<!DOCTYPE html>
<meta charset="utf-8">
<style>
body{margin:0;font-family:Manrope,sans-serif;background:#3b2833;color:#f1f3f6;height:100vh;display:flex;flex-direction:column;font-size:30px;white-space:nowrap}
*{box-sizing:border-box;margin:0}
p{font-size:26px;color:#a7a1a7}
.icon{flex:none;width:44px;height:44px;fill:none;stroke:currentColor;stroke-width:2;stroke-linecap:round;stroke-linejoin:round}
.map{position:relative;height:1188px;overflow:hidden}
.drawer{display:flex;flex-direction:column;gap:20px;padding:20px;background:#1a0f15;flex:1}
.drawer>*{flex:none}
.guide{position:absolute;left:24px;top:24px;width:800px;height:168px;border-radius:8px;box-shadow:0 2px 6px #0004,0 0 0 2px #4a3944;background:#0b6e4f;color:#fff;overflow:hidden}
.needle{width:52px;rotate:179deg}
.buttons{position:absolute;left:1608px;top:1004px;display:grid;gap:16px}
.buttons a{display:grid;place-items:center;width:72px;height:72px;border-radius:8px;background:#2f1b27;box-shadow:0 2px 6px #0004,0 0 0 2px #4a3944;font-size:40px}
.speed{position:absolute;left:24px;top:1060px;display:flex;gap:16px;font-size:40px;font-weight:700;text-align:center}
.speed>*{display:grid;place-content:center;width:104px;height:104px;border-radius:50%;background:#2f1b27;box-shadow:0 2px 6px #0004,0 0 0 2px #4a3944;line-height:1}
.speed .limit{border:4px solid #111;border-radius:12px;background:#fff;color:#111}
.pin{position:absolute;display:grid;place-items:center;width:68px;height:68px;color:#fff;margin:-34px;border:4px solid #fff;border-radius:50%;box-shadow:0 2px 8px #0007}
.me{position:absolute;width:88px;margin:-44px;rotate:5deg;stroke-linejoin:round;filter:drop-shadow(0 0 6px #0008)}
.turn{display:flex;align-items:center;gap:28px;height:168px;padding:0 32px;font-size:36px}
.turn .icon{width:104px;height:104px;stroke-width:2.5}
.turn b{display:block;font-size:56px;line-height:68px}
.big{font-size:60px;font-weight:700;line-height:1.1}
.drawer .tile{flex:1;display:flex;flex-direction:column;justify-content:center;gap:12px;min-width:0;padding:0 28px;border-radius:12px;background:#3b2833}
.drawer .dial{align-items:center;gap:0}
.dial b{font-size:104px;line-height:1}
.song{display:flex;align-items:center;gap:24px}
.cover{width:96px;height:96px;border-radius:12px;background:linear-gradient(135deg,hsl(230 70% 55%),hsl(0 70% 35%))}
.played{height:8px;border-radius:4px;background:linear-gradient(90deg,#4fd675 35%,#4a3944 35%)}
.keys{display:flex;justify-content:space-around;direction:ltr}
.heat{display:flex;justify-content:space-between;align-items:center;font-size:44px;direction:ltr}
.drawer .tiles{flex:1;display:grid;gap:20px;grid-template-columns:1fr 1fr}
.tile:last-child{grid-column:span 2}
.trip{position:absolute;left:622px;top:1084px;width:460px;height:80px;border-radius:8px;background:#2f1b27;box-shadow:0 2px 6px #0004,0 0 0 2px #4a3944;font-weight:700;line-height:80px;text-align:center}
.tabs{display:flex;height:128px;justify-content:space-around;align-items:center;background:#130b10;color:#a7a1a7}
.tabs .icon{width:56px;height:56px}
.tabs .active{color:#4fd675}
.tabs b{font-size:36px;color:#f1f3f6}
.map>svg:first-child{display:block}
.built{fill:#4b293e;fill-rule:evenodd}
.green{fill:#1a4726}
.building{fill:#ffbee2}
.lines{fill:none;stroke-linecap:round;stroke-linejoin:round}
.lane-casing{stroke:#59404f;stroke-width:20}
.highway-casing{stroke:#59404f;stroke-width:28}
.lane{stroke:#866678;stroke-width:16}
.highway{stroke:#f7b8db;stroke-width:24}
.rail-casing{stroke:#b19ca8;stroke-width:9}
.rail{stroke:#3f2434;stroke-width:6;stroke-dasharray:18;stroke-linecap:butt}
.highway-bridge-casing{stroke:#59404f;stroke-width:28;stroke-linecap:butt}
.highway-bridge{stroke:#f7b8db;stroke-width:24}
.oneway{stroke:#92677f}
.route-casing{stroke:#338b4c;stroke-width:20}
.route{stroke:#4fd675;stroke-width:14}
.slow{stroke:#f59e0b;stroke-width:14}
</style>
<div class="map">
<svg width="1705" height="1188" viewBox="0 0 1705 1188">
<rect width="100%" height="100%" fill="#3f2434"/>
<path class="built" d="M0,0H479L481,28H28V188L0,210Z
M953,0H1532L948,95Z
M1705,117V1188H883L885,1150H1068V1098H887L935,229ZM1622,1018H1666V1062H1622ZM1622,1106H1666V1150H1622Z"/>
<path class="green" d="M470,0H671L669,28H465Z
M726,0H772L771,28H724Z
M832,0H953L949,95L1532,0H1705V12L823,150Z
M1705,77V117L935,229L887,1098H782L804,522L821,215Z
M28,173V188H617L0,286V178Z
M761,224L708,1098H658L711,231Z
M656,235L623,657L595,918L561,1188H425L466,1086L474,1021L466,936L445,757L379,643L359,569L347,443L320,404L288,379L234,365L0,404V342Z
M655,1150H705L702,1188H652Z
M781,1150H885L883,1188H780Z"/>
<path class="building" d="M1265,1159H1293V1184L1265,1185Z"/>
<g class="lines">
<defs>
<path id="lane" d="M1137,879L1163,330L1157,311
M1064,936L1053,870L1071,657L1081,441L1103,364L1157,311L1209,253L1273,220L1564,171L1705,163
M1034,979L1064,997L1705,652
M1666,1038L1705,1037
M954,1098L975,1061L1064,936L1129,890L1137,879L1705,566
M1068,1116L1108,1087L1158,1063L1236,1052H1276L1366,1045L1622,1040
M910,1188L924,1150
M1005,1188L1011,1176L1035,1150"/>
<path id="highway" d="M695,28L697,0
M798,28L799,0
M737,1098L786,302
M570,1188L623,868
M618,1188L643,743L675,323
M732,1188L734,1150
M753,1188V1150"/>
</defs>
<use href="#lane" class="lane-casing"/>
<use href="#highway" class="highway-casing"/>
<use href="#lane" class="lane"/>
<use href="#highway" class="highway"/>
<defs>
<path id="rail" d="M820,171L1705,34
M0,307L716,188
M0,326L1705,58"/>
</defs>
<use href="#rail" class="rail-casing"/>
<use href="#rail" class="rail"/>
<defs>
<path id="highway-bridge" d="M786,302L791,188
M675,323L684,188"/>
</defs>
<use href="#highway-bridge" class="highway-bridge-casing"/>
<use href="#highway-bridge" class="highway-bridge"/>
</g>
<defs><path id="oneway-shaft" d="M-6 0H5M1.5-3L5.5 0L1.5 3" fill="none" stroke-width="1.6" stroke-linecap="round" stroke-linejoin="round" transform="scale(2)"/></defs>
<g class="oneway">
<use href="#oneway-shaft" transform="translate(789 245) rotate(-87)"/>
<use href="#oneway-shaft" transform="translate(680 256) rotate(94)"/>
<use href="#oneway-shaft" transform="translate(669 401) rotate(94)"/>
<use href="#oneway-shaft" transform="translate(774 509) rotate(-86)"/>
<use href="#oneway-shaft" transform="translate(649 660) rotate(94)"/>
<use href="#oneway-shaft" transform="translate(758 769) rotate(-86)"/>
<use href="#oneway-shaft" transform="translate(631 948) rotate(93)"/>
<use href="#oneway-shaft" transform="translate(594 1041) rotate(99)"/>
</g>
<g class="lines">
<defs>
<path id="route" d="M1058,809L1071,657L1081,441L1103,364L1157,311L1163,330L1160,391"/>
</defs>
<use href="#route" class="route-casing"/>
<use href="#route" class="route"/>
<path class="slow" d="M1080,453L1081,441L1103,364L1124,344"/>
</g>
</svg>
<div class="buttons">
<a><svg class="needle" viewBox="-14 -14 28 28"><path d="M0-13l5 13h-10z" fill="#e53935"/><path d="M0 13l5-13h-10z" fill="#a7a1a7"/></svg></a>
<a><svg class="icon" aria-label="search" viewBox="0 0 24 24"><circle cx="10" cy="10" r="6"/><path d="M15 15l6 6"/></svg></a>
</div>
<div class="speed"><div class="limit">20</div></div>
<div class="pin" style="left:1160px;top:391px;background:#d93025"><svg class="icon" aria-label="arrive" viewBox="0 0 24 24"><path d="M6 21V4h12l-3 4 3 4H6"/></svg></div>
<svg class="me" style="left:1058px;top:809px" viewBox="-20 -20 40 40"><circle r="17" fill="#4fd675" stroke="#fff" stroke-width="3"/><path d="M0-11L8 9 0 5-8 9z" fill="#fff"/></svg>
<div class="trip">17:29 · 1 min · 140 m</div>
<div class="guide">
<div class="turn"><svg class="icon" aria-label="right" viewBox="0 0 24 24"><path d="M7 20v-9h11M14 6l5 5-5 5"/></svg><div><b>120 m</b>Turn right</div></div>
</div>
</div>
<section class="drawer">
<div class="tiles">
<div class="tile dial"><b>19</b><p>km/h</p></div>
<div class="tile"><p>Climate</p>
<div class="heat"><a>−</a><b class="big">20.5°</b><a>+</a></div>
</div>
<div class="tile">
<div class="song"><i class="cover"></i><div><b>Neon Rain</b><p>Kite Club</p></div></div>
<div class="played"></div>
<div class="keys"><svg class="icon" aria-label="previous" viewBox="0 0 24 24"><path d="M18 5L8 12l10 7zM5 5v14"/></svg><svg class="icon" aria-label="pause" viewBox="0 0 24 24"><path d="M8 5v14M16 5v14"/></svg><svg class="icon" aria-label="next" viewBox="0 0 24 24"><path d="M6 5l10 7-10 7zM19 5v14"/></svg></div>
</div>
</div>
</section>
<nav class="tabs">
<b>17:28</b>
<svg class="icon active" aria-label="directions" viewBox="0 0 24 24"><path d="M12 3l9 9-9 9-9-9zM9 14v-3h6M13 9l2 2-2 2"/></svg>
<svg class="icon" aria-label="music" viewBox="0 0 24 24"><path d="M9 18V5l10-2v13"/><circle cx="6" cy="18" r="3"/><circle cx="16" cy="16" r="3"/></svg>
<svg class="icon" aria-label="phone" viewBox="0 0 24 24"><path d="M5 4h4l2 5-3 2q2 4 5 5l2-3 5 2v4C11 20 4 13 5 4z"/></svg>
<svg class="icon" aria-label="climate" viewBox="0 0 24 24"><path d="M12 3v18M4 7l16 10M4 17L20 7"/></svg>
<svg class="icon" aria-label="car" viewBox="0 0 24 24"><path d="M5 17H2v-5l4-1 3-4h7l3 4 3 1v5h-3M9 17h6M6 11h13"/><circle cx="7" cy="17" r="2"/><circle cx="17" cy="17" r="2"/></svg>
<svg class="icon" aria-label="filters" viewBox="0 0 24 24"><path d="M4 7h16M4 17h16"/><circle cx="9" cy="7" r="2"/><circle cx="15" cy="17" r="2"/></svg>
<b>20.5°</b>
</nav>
┄┄┄┄┄┄
Exercise goal: Copy each line of the entries that includes the word "limit".

Response to the exercise:
.speed .limit{border:4px solid #111;border-radius:12px;background:#fff;color:#111}
<div class="speed"><div class="limit">20</div></div>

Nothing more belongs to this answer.